This lesson is a part of an audio course No More Writer's Block! by Marcia Yudkin

I’d like you to have a taste of our fifth discovery technique, Q&A, so choose a subject to practice with. If you write fiction, choose one of your characters. If you write nonfiction, choose a topic, such as what ordinary people can do to help the environment, or a problem, such as unexplained inventory shortfalls. Then, once you’ve chosen a topic, come up with an initial question to serve as a starting point for the exercise.

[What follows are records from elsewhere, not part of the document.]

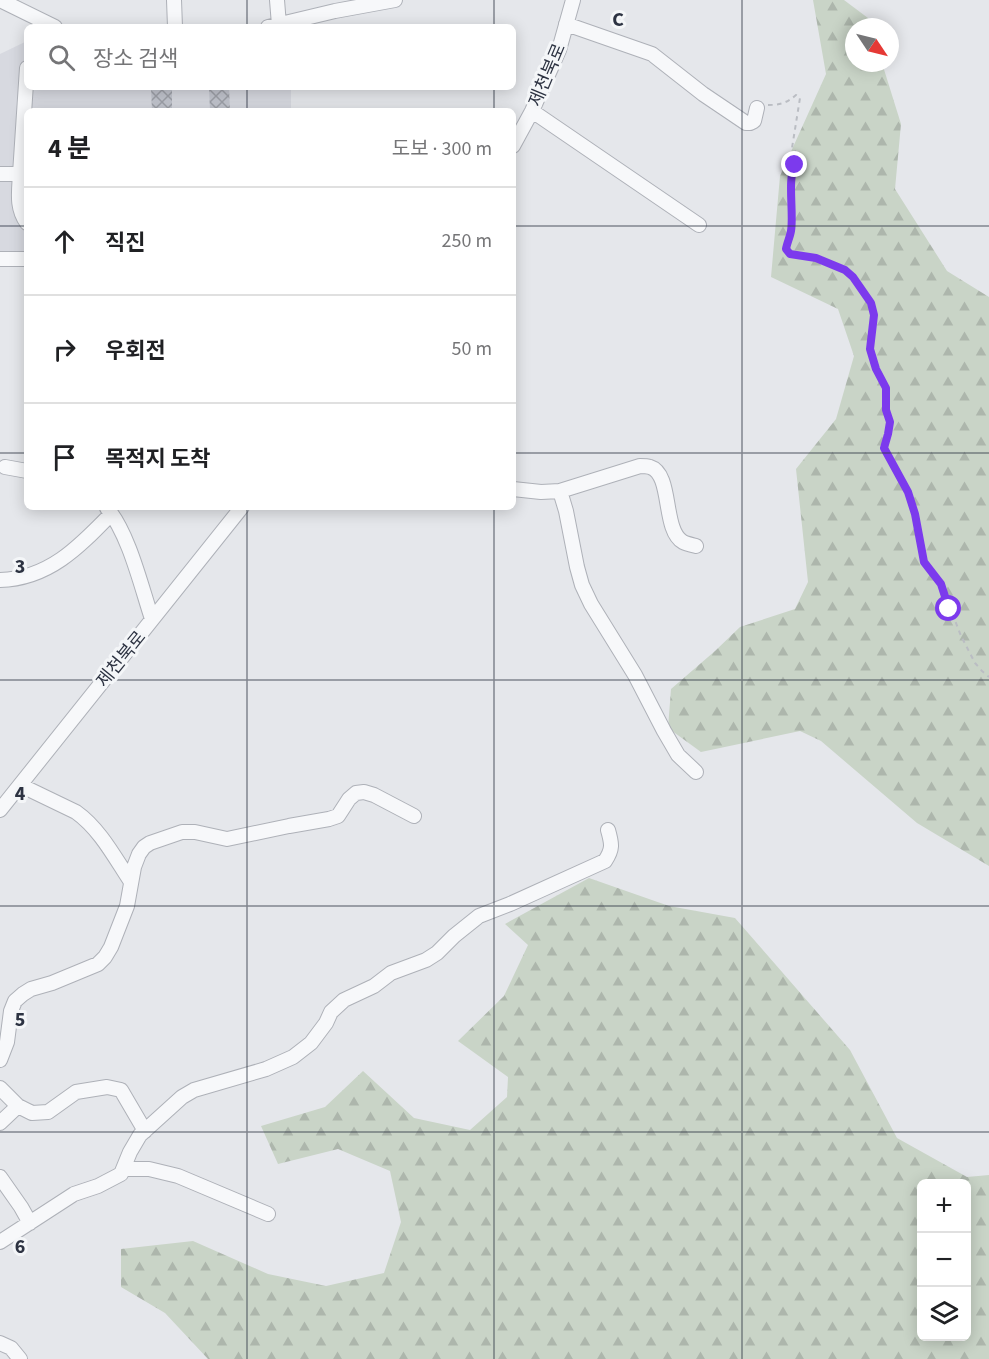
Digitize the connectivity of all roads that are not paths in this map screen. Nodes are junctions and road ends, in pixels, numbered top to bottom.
1 (0, 0) edge
2 (174, 0) edge
3 (277, 0) edge
4 (395, 0) edge
5 (573, 0) edge
6 (49, 24) edge
7 (175, 24) edge
8 (273, 24) edge
9 (281, 24) edge
10 (566, 24) junction
11 (26, 90) edge
12 (24, 108) edge
13 (757, 108) road end
14 (532, 111) junction
15 (24, 113) edge
16 (516, 140) edge
17 (0, 174) edge
18 (20, 174) junction
19 (24, 219) edge
20 (699, 225) dead end
21 (24, 258) edge
22 (0, 259) edge
23 (5, 467) dead end
24 (24, 470) edge
25 (516, 489) edge
26 (560, 491) junction
27 (109, 510) edge
28 (240, 510) edge
29 (696, 546) dead end
30 (0, 580) edge
31 (152, 619) junction
32 (696, 772) dead end
33 (20, 785) junction
34 (0, 810) edge
35 (414, 816) dead end
36 (608, 830) dead end
37 (131, 882) junction
38 (0, 1060) edge
39 (0, 1088) edge
40 (18, 1106) junction
41 (0, 1123) edge
42 (145, 1131) junction
43 (124, 1169) junction
44 (0, 1177) edge
45 (268, 1214) dead end
46 (30, 1223) junction
47 (0, 1242) edge
48 (0, 1343) edge
49 (20, 1359) edge

1 - 6 street
2 - 7 street
3 - 8 street
4 - 9 street
5 - 10 street, 제천북로
10 - 13 street
10 - 14 street, 제천북로
11 - 12 street
14 - 16 street, 제천북로
14 - 20 street
15 - 18 street
17 - 18 street
18 - 19 street
21 - 22 street
23 - 24 street
25 - 26 street
26 - 29 street
26 - 32 street
27 - 30 street
27 - 31 street
28 - 31 street, 제천북로
31 - 33 street, 제천북로
33 - 34 street, 제천북로
33 - 37 street
35 - 37 street
36 - 42 street
37 - 38 street
39 - 40 street
40 - 41 street
40 - 42 street
42 - 43 street
43 - 45 street
43 - 46 street
44 - 46 street
46 - 47 street
48 - 49 street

Questions that do not allow for yes-or-no answers work best. Choose a question to which you don’t know the answer. For fiction, for example, your question might be, “Linda, why did you snub Teresa at the Christmas party?” For a report, your question might be, “What should I say about the inventory shortfalls?” You can also choose to probe your difficulties with writing head-on, for example with a question like, “Why am I having such trouble coming up with a topic for a book?”

Once you’ve settled on a question, when I tell you to go, either handwrite it or type it and then, without pausing to think, answer it. Then, jumping off from that answer, immediately write another question, answer it, ask another question, and so on for five minutes. What makes this exercise interesting and useful is that each question except the first should come out of or be prompted by the previous answer you’ve just written down. You have to do it fast and keep ongoing. For instance, my Q&A might go like this:

Q: Linda, why did you snub Teresa at the Christmas party?

A: Because she snubbed my dog.

Q: What kind of a dog do you have?

A: A schnauzer.

Q: Does your schnauzer like to schmooze?

A: Not really, and neither does Teresa. That’s the problem!

Etc.

Now go!

This is my favorite of the five techniques. Usually, I give a group ten minutes to try it because they get deeper into it. Some people say they experience it as a dialogue between two parts of themselves or even as a dialogue with another person (who actually comes out of their own unconscious mind). I love this exercise because it affords access to the part of us that knows more than we know that we know. For several years, I did this every day and filled up many notebooks with the conversations.

Even today, when I am feeling uncertain about something, I will close my eyes and call up Hamish, an inner advisor who helped me a lot through Q&A during those years, and ask him questions, in my mind, and consider his advice.

In the next and final lesson, we’ll wrap up the course.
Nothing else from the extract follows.